ASSIGNED TASK:
Would you please write out each entry precisely as given?

DATA EXTRACT:
┌──
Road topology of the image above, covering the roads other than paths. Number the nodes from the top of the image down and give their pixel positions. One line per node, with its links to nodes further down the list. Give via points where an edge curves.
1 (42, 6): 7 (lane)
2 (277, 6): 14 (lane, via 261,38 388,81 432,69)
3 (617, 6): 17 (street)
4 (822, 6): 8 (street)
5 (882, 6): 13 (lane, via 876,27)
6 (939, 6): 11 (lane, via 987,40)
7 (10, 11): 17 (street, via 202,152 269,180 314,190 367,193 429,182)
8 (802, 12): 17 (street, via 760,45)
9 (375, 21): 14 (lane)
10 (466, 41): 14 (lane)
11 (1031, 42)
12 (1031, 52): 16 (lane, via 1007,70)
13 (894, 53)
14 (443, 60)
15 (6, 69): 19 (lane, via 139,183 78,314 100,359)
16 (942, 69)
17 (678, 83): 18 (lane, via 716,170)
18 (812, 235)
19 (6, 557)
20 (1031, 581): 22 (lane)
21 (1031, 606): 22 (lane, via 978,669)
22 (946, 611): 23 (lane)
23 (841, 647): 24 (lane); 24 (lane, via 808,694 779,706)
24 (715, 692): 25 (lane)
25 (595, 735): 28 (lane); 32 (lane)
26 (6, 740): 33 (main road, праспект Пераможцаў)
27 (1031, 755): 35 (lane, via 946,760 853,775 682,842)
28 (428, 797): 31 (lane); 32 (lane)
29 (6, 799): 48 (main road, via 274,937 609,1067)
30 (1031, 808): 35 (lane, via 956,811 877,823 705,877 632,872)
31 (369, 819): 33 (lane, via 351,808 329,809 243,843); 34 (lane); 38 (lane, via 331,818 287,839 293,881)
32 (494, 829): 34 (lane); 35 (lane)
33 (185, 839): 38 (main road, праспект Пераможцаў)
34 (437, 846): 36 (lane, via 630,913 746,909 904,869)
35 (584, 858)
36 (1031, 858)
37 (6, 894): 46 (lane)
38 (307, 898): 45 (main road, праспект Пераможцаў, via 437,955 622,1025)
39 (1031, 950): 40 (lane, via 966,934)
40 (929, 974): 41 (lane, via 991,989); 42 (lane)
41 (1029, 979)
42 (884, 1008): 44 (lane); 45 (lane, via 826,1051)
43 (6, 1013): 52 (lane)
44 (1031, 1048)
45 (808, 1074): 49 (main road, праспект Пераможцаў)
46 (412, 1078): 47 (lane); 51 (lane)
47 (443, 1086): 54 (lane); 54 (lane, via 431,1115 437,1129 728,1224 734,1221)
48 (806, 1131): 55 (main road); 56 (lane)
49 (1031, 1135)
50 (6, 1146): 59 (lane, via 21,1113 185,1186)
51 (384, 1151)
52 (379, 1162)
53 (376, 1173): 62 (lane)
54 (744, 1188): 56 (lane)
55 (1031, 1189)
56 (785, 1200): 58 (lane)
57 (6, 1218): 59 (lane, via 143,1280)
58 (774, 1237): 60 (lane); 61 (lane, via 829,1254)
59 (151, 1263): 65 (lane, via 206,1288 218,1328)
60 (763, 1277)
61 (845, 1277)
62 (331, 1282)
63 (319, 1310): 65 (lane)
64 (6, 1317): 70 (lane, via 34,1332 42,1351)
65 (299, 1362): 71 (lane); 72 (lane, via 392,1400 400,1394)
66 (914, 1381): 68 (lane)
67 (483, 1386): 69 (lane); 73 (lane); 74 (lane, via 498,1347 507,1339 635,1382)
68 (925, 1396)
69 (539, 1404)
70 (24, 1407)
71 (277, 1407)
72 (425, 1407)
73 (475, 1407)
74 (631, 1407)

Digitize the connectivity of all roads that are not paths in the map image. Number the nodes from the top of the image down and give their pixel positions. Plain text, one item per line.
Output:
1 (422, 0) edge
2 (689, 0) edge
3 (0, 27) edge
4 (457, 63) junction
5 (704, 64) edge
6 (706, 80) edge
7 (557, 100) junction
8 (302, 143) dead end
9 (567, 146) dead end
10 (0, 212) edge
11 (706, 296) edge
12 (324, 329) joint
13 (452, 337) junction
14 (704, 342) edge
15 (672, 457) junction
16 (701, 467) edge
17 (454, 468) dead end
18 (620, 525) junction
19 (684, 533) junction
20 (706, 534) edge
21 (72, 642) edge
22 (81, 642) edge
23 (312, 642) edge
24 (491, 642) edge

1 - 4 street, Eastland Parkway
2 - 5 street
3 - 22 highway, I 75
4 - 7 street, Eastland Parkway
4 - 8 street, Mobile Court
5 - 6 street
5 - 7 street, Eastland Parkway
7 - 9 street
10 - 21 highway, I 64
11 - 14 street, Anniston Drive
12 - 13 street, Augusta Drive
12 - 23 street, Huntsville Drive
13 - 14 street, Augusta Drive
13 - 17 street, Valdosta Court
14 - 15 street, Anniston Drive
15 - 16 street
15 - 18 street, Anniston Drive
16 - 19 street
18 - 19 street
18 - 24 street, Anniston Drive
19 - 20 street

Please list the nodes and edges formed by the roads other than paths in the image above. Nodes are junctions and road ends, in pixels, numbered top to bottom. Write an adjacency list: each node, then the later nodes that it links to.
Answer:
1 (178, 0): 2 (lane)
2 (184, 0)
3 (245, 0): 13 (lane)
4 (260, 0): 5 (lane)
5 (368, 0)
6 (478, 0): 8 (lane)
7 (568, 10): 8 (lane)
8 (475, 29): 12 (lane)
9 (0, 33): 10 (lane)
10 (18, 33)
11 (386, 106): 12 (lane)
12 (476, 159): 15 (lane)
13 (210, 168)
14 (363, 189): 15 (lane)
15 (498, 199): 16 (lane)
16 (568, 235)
└──
EXPECTED OUTPUT:
Road topology of the image above, covering the roads other than paths. Number the nodes from the top of the image down and give their pixel positions. One line per node, with its links to nodes further down the list. Give via points where an edge curves.
1 (42, 6): 7 (lane)
2 (277, 6): 14 (lane, via 261,38 388,81 432,69)
3 (617, 6): 17 (street)
4 (822, 6): 8 (street)
5 (882, 6): 13 (lane, via 876,27)
6 (939, 6): 11 (lane, via 987,40)
7 (10, 11): 17 (street, via 202,152 269,180 314,190 367,193 429,182)
8 (802, 12): 17 (street, via 760,45)
9 (375, 21): 14 (lane)
10 (466, 41): 14 (lane)
11 (1031, 42)
12 (1031, 52): 16 (lane, via 1007,70)
13 (894, 53)
14 (443, 60)
15 (6, 69): 19 (lane, via 139,183 78,314 100,359)
16 (942, 69)
17 (678, 83): 18 (lane, via 716,170)
18 (812, 235)
19 (6, 557)
20 (1031, 581): 22 (lane)
21 (1031, 606): 22 (lane, via 978,669)
22 (946, 611): 23 (lane)
23 (841, 647): 24 (lane); 24 (lane, via 808,694 779,706)
24 (715, 692): 25 (lane)
25 (595, 735): 28 (lane); 32 (lane)
26 (6, 740): 33 (main road, праспект Пераможцаў)
27 (1031, 755): 35 (lane, via 946,760 853,775 682,842)
28 (428, 797): 31 (lane); 32 (lane)
29 (6, 799): 48 (main road, via 274,937 609,1067)
30 (1031, 808): 35 (lane, via 956,811 877,823 705,877 632,872)
31 (369, 819): 33 (lane, via 351,808 329,809 243,843); 34 (lane); 38 (lane, via 331,818 287,839 293,881)
32 (494, 829): 34 (lane); 35 (lane)
33 (185, 839): 38 (main road, праспект Пераможцаў)
34 (437, 846): 36 (lane, via 630,913 746,909 904,869)
35 (584, 858)
36 (1031, 858)
37 (6, 894): 46 (lane)
38 (307, 898): 45 (main road, праспект Пераможцаў, via 437,955 622,1025)
39 (1031, 950): 40 (lane, via 966,934)
40 (929, 974): 41 (lane, via 991,989); 42 (lane)
41 (1029, 979)
42 (884, 1008): 44 (lane); 45 (lane, via 826,1051)
43 (6, 1013): 52 (lane)
44 (1031, 1048)
45 (808, 1074): 49 (main road, праспект Пераможцаў)
46 (412, 1078): 47 (lane); 51 (lane)
47 (443, 1086): 54 (lane); 54 (lane, via 431,1115 437,1129 728,1224 734,1221)
48 (806, 1131): 55 (main road); 56 (lane)
49 (1031, 1135)
50 (6, 1146): 59 (lane, via 21,1113 185,1186)
51 (384, 1151)
52 (379, 1162)
53 (376, 1173): 62 (lane)
54 (744, 1188): 56 (lane)
55 (1031, 1189)
56 (785, 1200): 58 (lane)
57 (6, 1218): 59 (lane, via 143,1280)
58 (774, 1237): 60 (lane); 61 (lane, via 829,1254)
59 (151, 1263): 65 (lane, via 206,1288 218,1328)
60 (763, 1277)
61 (845, 1277)
62 (331, 1282)
63 (319, 1310): 65 (lane)
64 (6, 1317): 70 (lane, via 34,1332 42,1351)
65 (299, 1362): 71 (lane); 72 (lane, via 392,1400 400,1394)
66 (914, 1381): 68 (lane)
67 (483, 1386): 69 (lane); 73 (lane); 74 (lane, via 498,1347 507,1339 635,1382)
68 (925, 1396)
69 (539, 1404)
70 (24, 1407)
71 (277, 1407)
72 (425, 1407)
73 (475, 1407)
74 (631, 1407)

Digitize the connectivity of all roads that are not paths in the map image. Number the nodes from the top of the image down and give their pixel positions. Plain text, one item per line.
Output:
1 (422, 0) edge
2 (689, 0) edge
3 (0, 27) edge
4 (457, 63) junction
5 (704, 64) edge
6 (706, 80) edge
7 (557, 100) junction
8 (302, 143) dead end
9 (567, 146) dead end
10 (0, 212) edge
11 (706, 296) edge
12 (324, 329) joint
13 (452, 337) junction
14 (704, 342) edge
15 (672, 457) junction
16 (701, 467) edge
17 (454, 468) dead end
18 (620, 525) junction
19 (684, 533) junction
20 (706, 534) edge
21 (72, 642) edge
22 (81, 642) edge
23 (312, 642) edge
24 (491, 642) edge

1 - 4 street, Eastland Parkway
2 - 5 street
3 - 22 highway, I 75
4 - 7 street, Eastland Parkway
4 - 8 street, Mobile Court
5 - 6 street
5 - 7 street, Eastland Parkway
7 - 9 street
10 - 21 highway, I 64
11 - 14 street, Anniston Drive
12 - 13 street, Augusta Drive
12 - 23 street, Huntsville Drive
13 - 14 street, Augusta Drive
13 - 17 street, Valdosta Court
14 - 15 street, Anniston Drive
15 - 16 street
15 - 18 street, Anniston Drive
16 - 19 street
18 - 19 street
18 - 24 street, Anniston Drive
19 - 20 street

Please list the nodes and edges formed by the roads other than paths in the image above. Nodes are junctions and road ends, in pixels, numbered top to bottom. Write an adjacency list: each node, then the later nodes that it links to.
Answer:
1 (178, 0): 2 (lane)
2 (184, 0)
3 (245, 0): 13 (lane)
4 (260, 0): 5 (lane)
5 (368, 0)
6 (478, 0): 8 (lane)
7 (568, 10): 8 (lane)
8 (475, 29): 12 (lane)
9 (0, 33): 10 (lane)
10 (18, 33)
11 (386, 106): 12 (lane)
12 (476, 159): 15 (lane)
13 (210, 168)
14 (363, 189): 15 (lane)
15 (498, 199): 16 (lane)
16 (568, 235)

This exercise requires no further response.